**Your assignment:** When the line containing "ring mcp: (816, 986)" appears in the data below, begin copying there and stop only after the line containing "middle dip: (1088, 837)".

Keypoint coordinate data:
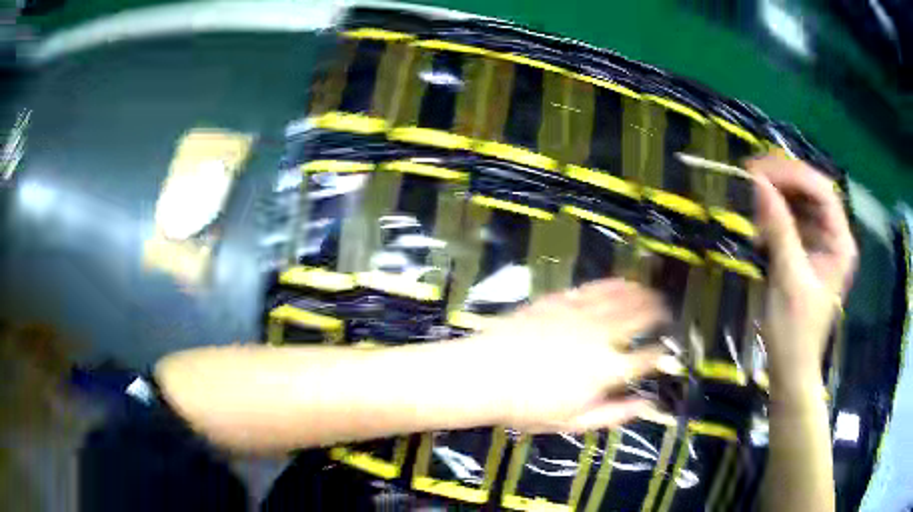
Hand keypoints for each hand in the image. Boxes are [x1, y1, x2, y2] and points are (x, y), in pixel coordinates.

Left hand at [467, 279, 667, 432]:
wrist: (486, 375)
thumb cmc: (528, 406)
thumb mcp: (574, 421)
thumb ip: (615, 413)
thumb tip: (647, 405)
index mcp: (608, 370)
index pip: (647, 358)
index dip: (661, 354)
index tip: (666, 352)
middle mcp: (602, 336)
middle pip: (641, 319)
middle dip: (660, 315)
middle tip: (666, 314)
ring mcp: (582, 314)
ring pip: (623, 298)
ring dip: (643, 294)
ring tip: (653, 294)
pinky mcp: (563, 300)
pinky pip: (596, 287)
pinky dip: (615, 284)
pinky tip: (623, 282)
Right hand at [750, 154, 857, 393]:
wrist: (790, 370)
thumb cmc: (795, 332)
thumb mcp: (788, 279)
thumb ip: (779, 229)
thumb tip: (759, 184)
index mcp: (841, 243)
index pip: (822, 192)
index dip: (794, 175)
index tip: (762, 170)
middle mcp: (834, 238)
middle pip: (812, 193)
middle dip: (784, 180)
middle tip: (752, 174)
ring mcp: (820, 246)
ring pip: (801, 205)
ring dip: (777, 196)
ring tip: (752, 192)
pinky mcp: (806, 254)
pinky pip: (792, 222)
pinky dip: (775, 216)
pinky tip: (759, 219)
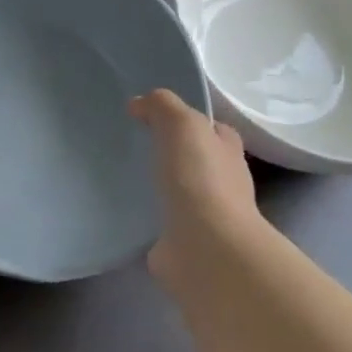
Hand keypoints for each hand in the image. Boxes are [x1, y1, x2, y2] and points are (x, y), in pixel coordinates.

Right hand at [129, 89, 263, 282]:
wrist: (206, 247)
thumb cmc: (200, 179)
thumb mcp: (182, 124)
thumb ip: (162, 106)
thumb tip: (139, 104)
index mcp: (227, 151)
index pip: (211, 128)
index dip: (187, 119)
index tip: (150, 116)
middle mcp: (222, 181)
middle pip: (195, 159)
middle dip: (171, 152)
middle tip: (133, 144)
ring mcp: (204, 215)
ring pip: (178, 191)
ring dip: (158, 185)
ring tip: (123, 176)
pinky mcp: (183, 241)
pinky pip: (162, 220)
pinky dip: (148, 216)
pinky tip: (124, 209)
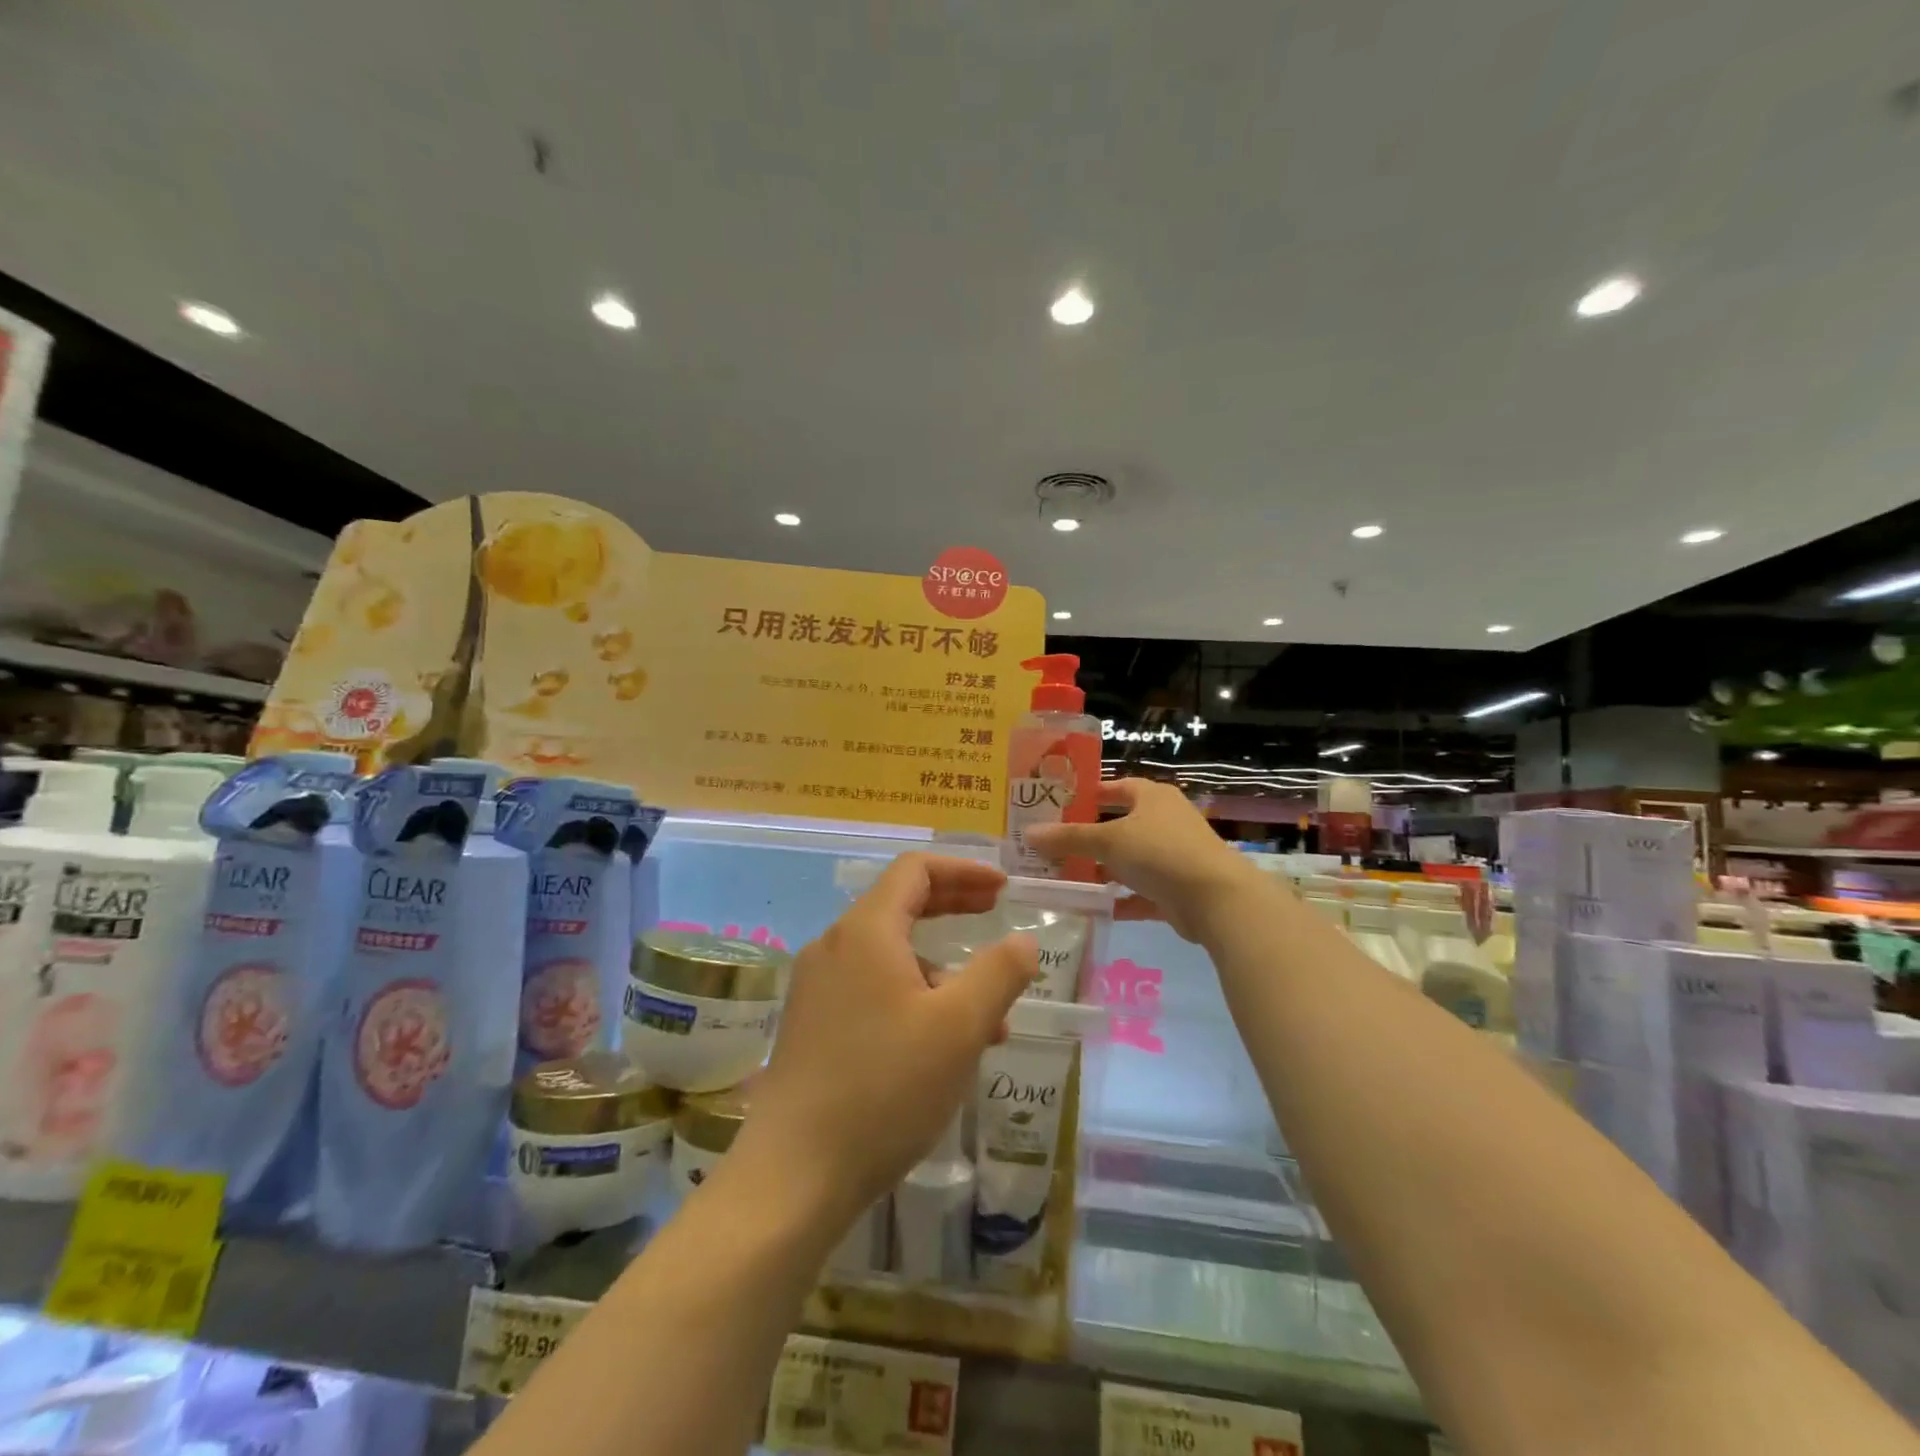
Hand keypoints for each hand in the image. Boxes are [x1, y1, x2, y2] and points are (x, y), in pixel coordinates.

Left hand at [733, 853, 1037, 1226]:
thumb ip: (998, 974)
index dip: (963, 871)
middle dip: (953, 906)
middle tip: (995, 913)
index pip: (915, 871)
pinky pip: (870, 987)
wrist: (794, 1174)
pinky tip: (940, 1046)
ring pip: (889, 954)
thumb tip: (1023, 941)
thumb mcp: (959, 1028)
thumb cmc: (885, 1088)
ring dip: (940, 967)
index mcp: (866, 931)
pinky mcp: (811, 1024)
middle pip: (899, 904)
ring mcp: (816, 986)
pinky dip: (911, 996)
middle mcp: (834, 946)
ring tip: (986, 1015)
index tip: (1003, 888)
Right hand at [1023, 778, 1265, 940]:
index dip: (1088, 794)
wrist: (1216, 899)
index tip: (1058, 805)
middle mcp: (1164, 821)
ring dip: (1101, 870)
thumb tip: (1028, 834)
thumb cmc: (1160, 852)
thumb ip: (1069, 838)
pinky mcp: (1175, 890)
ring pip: (1128, 861)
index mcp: (1152, 797)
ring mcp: (1172, 856)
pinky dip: (1118, 899)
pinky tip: (1091, 908)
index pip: (1115, 787)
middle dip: (1088, 837)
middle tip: (1052, 845)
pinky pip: (1139, 893)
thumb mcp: (1109, 840)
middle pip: (1119, 826)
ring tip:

**Written answer:**
ring mcp: (816, 986)
pinky dip: (911, 996)
middle mcp: (834, 946)
ring tip: (986, 1015)
index tip: (1003, 888)
Right hand at [1023, 778, 1265, 940]:
index dip: (1088, 794)
wrist: (1216, 899)
index tip: (1058, 805)
middle mcp: (1164, 821)
ring dip: (1101, 870)
thumb tip: (1028, 834)
thumb cmc: (1160, 852)
thumb ip: (1069, 838)
pinky mcp: (1175, 890)
ring pip: (1128, 861)
index mcp: (1152, 797)
ring mcp: (1172, 856)
pinky dip: (1118, 899)
pinky tip: (1091, 908)
index pip: (1115, 787)
middle dip: (1088, 837)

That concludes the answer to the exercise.